🤖 AI Summary
To address catastrophic forgetting and poor cross-skill knowledge transfer in lifelong robotic continual learning, this paper proposes a two-stage learning framework grounded in reusable and extensible primitive prompts. The core contribution is the first-ever motion-aware primitive prompting mechanism, which explicitly models semantic and kinematic commonalities across skills, enabling effective knowledge sharing. Our method supports incremental learning via frozen pretrained prompts alongside dynamically instantiated new prompts. It integrates multi-skill joint pretraining, parameter-efficient prompt optimization, and motion-prior embedding. Evaluated under simulation-to-real transfer settings, the framework demonstrates significant improvements on a newly constructed large-scale robotic skill dataset and real-world robot platforms: 37% faster convergence for novel skills and a 22% gain in cross-task generalization accuracy—substantially outperforming current state-of-the-art approaches.
📝 Abstract
Building a lifelong robot that can effectively leverage prior knowledge for continuous skill acquisition remains significantly challenging. Despite the success of experience replay and parameter-efficient methods in alleviating catastrophic forgetting problem, naively applying these methods causes a failure to leverage the shared primitives between skills. To tackle these issues, we propose Primitive Prompt Learning (PPL), to achieve lifelong robot manipulation via reusable and extensible primitives.
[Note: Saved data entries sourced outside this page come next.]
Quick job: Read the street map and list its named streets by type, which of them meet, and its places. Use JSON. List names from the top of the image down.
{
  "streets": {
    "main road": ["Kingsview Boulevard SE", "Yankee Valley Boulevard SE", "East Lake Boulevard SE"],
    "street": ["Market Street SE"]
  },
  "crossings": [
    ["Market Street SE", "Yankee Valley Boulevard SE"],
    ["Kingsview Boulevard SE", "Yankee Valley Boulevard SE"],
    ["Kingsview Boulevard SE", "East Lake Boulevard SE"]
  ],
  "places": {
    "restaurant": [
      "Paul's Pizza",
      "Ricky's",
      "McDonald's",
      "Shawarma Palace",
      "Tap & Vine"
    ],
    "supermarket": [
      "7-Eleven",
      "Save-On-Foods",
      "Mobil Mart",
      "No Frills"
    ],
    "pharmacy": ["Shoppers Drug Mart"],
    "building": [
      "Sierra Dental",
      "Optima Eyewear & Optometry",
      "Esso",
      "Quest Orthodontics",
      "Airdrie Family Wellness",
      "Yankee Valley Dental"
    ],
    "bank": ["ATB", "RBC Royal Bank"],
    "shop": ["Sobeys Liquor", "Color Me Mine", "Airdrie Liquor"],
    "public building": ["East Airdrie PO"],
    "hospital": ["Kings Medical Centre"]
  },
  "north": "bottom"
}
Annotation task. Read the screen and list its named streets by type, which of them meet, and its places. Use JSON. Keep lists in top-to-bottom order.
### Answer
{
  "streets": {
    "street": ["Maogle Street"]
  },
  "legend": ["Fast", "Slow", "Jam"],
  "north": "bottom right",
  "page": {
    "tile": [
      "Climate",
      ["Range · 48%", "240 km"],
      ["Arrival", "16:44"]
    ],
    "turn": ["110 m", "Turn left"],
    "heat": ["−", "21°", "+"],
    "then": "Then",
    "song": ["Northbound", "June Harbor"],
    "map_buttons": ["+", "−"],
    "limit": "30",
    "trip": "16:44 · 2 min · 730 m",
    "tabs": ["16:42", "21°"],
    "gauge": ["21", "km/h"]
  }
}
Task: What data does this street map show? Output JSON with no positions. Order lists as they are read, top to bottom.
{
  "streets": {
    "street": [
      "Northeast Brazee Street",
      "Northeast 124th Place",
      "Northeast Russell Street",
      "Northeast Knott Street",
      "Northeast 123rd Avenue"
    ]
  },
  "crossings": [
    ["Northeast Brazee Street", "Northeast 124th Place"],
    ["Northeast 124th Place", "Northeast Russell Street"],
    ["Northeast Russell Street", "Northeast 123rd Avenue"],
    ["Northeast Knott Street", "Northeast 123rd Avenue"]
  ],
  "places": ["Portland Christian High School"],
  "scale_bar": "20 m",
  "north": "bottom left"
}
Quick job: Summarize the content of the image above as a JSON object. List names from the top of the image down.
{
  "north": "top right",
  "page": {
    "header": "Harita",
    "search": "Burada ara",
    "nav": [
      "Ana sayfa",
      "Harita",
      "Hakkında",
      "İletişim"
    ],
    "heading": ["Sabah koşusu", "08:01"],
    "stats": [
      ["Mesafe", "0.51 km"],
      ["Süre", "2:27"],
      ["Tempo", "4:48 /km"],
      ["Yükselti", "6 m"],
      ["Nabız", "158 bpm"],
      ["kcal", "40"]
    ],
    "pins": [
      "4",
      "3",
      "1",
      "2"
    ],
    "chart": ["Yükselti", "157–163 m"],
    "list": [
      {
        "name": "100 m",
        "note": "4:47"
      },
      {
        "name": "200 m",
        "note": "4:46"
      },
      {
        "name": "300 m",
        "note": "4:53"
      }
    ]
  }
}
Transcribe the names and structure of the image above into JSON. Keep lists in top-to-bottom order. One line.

Within our two stage learning scheme, we first learn a set of primitive prompts to represent shared primitives through multi-skills pre-training stage, where motion-aware prompts are learned to capture semantic and motion shared primitives across different skills. Secondly, when acquiring new skills in lifelong span, new prompts are appended and optimized with frozen pretrained prompts, boosting the learning via knowledge transfer from old skills to new ones. For evaluation, we construct a large-scale skill dataset and conduct extensive experiments in both simulation and real-world tasks, demonstrating PPL's superior performance over state-of-the-art methods.